La charte de travail sur Internet qui existe dans le carnet de correspondance est une base, puis des réflexions enrichissent le débat : le respect du travail des autres, le regard de l'enseignant... L'objectif est de souligner que le logiciel en ligne ouvre un lieu d'échange respectueux, permettant un travail collaboratif. Mais, étant public, les règles de prudence sont de mise : le chat permet un dialogue qui reste affiché même si les élèves quittent la page, il ne faut donc pas donner d'éléments personnels (numéro de téléphone, adresse de courriel ou postale...)

Les interventions des tuteurs lycéens dépendent des besoins des collégiens : chaque groupe doit donc rédiger une proposition d'emploi détaillée. Un travail sur leurs attentes à présenter aux lycéens est commencé : identification des besoins et des souhaits de chaque groupe. À rendre à la séance suivante.

Séance 4

Rappel des critères d’évaluation de la nouvelle contemporaine présentant une critique implicite (pré-requis établis lors de la séquence précédente : lecture et analyse de nouvelles contemporaines à chute, et présentant une argumentation implicite) :

  • un texte de deux pages (police : arial 12, justifié, avec paragraphes),
  • contenant des passages descriptifs,
  • dans un cadre réaliste,
  • enrichis par les recherches effectuées sur leur thème individuel,
  • proposant une opinion personnelle exprimée au travers des situations ou des personnages
  • la participation : il est attendu qu'elle soit équilibrée entre les membres du groupe. Elle est vérifiée grâce à la fonction de navigation dans l'écriture, ainsi qu'à la couleur unique choisie par chacun. En effet, l'outil d'écriture collaborative permet à chaque intervenant d'adopter une couleur, conservée durant tout le projet, et de pouvoir ainsi identifier les moments d'écriture de chaque élève.

Séance 5

Durant le mois de janvier, ayant constaté que 10 élèves n'allaient pas écrire surleur page collaborative respective, ils ont été convoqués durant 2 heures par semaine (6 heures au total) pour s'impliquer dans le projet. Ce qui leur a été profitable, puisque la majorité a participé volontiers au final.

Bilan de l'expérimentation

Le logiciel d’écriture collaborative en ligne a permis à chacun d’écrire à son rythme. Cependant, il est vite apparu qu’un tiers de la classe ne participait pas, ou très peu. Les raisons données par les élèves sont variées : pas d’accès à un ordinateur (le CDI le permet), pas d’idée, ou peur du regard des autres élèves du groupe jugés meilleurs. Pour leur permettre malgré tout de collaborer, les convocations en salle informatique ont été bénéfiques à la majorité : ils ont écrit, proposé des idées, des changements et enrichi les nouvelles de leur univers personnel. La maîtrise de la langue n’a pas profité pleinement du traitement de texte, beaucoup de fautes sont demeurées après correction, que ce soit des lycéens ou des collégiens.

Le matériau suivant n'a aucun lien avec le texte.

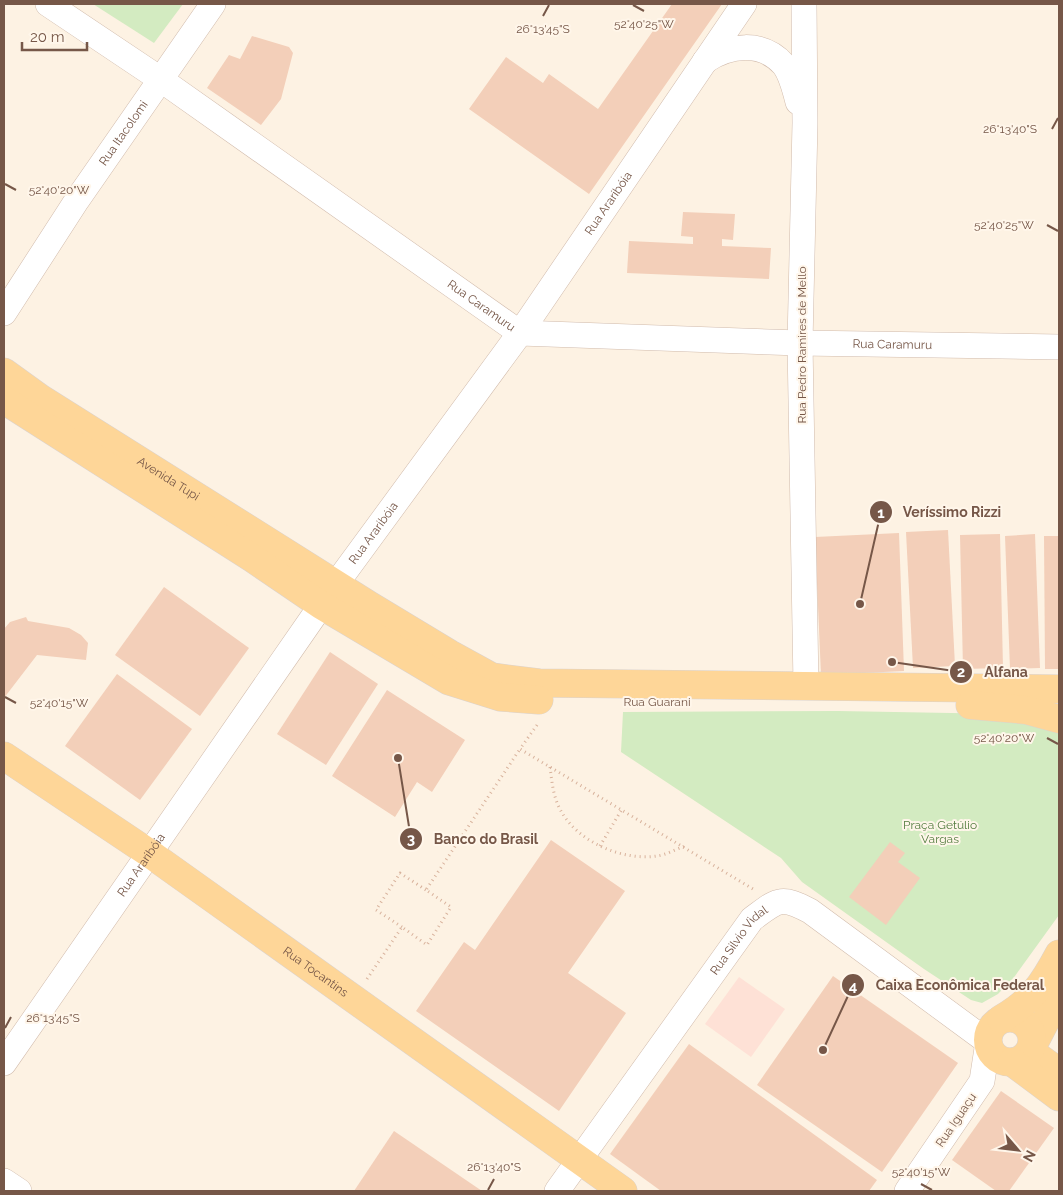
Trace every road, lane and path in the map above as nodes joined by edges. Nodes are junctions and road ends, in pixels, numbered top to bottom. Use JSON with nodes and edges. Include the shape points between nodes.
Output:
{"nodes":[{"id":1,"x":48,"y":4,"type":"edge"},
{"id":2,"x":213,"y":4,"type":"edge"},
{"id":3,"x":804,"y":4,"type":"edge"},
{"id":4,"x":738,"y":11,"type":"edge"},
{"id":5,"x":702,"y":63,"type":"junction"},
{"id":6,"x":160,"y":79,"type":"junction"},
{"id":7,"x":804,"y":123,"type":"junction"},
{"id":8,"x":4,"y":313,"type":"edge"},
{"id":9,"x":520,"y":333,"type":"junction"},
{"id":10,"x":800,"y":343,"type":"junction"},
{"id":11,"x":1059,"y":347,"type":"edge"},
{"id":12,"x":4,"y":372,"type":"edge"},
{"id":13,"x":4,"y":400,"type":"edge"},
{"id":14,"x":284,"y":581,"type":"joint"},
{"id":15,"x":328,"y":594,"type":"junction"},
{"id":16,"x":806,"y":685,"type":"junction"},
{"id":17,"x":1059,"y":690,"type":"edge"},
{"id":18,"x":554,"y":702,"type":"junction"},
{"id":19,"x":1059,"y":719,"type":"edge"},
{"id":20,"x":520,"y":749,"type":"junction"},
{"id":21,"x":4,"y":756,"type":"edge"},
{"id":22,"x":550,"y":766,"type":"junction"},
{"id":23,"x":622,"y":809,"type":"junction"},
{"id":24,"x":600,"y":846,"type":"junction"},
{"id":25,"x":685,"y":846,"type":"junction"},
{"id":26,"x":149,"y":853,"type":"junction"},
{"id":27,"x":426,"y":890,"type":"junction"},
{"id":28,"x":775,"y":903,"type":"junction"},
{"id":29,"x":402,"y":927,"type":"junction"},
{"id":30,"x":1059,"y":954,"type":"edge"},
{"id":31,"x":1059,"y":995,"type":"edge"},
{"id":32,"x":352,"y":1000,"type":"junction"},
{"id":33,"x":994,"y":1030,"type":"junction"},
{"id":34,"x":1021,"y":1057,"type":"junction"},
{"id":35,"x":4,"y":1063,"type":"edge"},
{"id":36,"x":1059,"y":1072,"type":"edge"},
{"id":37,"x":1059,"y":1098,"type":"edge"},
{"id":38,"x":579,"y":1160,"type":"junction"},
{"id":39,"x":4,"y":1181,"type":"edge"},
{"id":40,"x":19,"y":1191,"type":"edge"},
{"id":41,"x":557,"y":1191,"type":"edge"},
{"id":42,"x":623,"y":1191,"type":"edge"},
{"id":43,"x":907,"y":1191,"type":"edge"}],
"edges":[{"from":1,"to":6,"type":"street","name":"Rua Caramuru"},
{"from":2,"to":6,"type":"street","name":"Rua Itacolomi"},
{"from":3,"to":7,"type":"street","name":"Rua Pedro Ramires de Mello"},
{"from":4,"to":5,"type":"street","name":"Rua Araribóia"},
{"from":5,"to":7,"type":"street","via":[[728,49],[748,46],[769,52],[784,65]]},
{"from":5,"to":9,"type":"street","name":"Rua Araribóia"},
{"from":6,"to":8,"type":"street","name":"Rua Itacolomi"},
{"from":6,"to":9,"type":"street","name":"Rua Caramuru"},
{"from":7,"to":10,"type":"street","name":"Rua Pedro Ramires de Mello"},
{"from":9,"to":10,"type":"street","name":"Rua Caramuru"},
{"from":9,"to":15,"type":"street","name":"Rua Araribóia"},
{"from":10,"to":11,"type":"street","name":"Rua Caramuru"},
{"from":10,"to":16,"type":"street","name":"Rua Pedro Ramires de Mello"},
{"from":12,"to":15,"type":"main road","name":"Avenida Tupi"},
{"from":13,"to":14,"type":"main road","name":"Avenida Tupi"},
{"from":14,"to":15,"type":"main road","name":"Rua Guarani"},
{"from":15,"to":16,"type":"main road","name":"Rua Guarani","via":[[492,677],[539,683]]},
{"from":15,"to":18,"type":"main road","name":"Rua Guarani","via":[[449,681],[500,697]]},
{"from":15,"to":26,"type":"street","name":"Rua Araribóia"},
{"from":16,"to":17,"type":"main road","name":"Rua Guarani"},
{"from":18,"to":19,"type":"main road","name":"Rua Guarani","via":[[921,703],[1000,707]]},
{"from":18,"to":20,"type":"path"},
{"from":20,"to":22,"type":"path"},
{"from":20,"to":27,"type":"path"},
{"from":21,"to":26,"type":"main road","name":"Rua Tocantins"},
{"from":22,"to":23,"type":"path"},
{"from":22,"to":24,"type":"path","via":[[552,788],[561,812],[579,832]]},
{"from":23,"to":24,"type":"path"},
{"from":23,"to":25,"type":"path"},
{"from":24,"to":25,"type":"path","via":[[643,856],[658,856]]},
{"from":25,"to":28,"type":"path"},
{"from":26,"to":32,"type":"main road","name":"Rua Tocantins"},
{"from":26,"to":35,"type":"street","name":"Rua Araribóia"},
{"from":27,"to":29,"type":"path","via":[[451,907],[427,944]]},
{"from":27,"to":29,"type":"path","via":[[400,873],[376,910]]},
{"from":28,"to":33,"type":"street","name":"Rua Silvio Vidal","via":[[790,901],[810,911]]},
{"from":28,"to":38,"type":"street","name":"Rua Silvio Vidal","via":[[752,919]]},
{"from":29,"to":32,"type":"path"},
{"from":30,"to":33,"type":"main road","via":[[1030,999]]},
{"from":31,"to":34,"type":"main road"},
{"from":32,"to":38,"type":"main road","name":"Rua Tocantins"},
{"from":33,"to":34,"type":"main road","via":[[995,1056],[1004,1061]]},
{"from":33,"to":34,"type":"main road","via":[[1009,1017],[1024,1022],[1032,1036]]},
{"from":33,"to":43,"type":"street","name":"Rua Iguaçu","via":[[982,1081]]},
{"from":34,"to":36,"type":"main road"},
{"from":34,"to":37,"type":"main road"},
{"from":38,"to":41,"type":"street","name":"Rua Silvio Vidal"},
{"from":38,"to":42,"type":"main road","name":"Rua Tocantins"},
{"from":39,"to":40,"type":"street"}]}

Le tutorat des lycéens offre un bilan mitigé : autant lorsque l’élève est impliqué et volontaire, le tuteur est intervenu pour améliorer la cohérence, pour corriger les fautes, pour étoffer la rédaction… Autant lorsqu'il était passif, le groupe exprimait parfois des besoins auxquels il n’avait aucune réponse, ou le groupe ne demandait rien à un tuteur qui ne faisait rien.

Un constat est à faire sur l’utilisation de l'outil d'écriture collaborative : des élèves ont apparemment eu accès aux liens de chaque rédaction, et des interventions inopinées et inutiles ont eu lieu par l’intermédiaire du chat. Les pages sont publiques et restent sur Internet tant que l'administrateur (le professeur en ce cas précis) laisse ces pages exister. Ainsi, ces ingérences sont un exemple concret des actions dont chacun peut être la victime sur l'espace ouvert et public qu'est Internet. L'éducation aux médias prend tout son sens aux yeux des élèves.

Au final, les nouvelles écrites étaient riches et ont heureusement surpris leurs auteurs. Certains ont avoué qu’ils ne pensaient pas être capables de faire aussi bien. D’autres ont apprécié la confrontation à d’autres styles, d’autres idées, qui leur ouvrait des perspectives.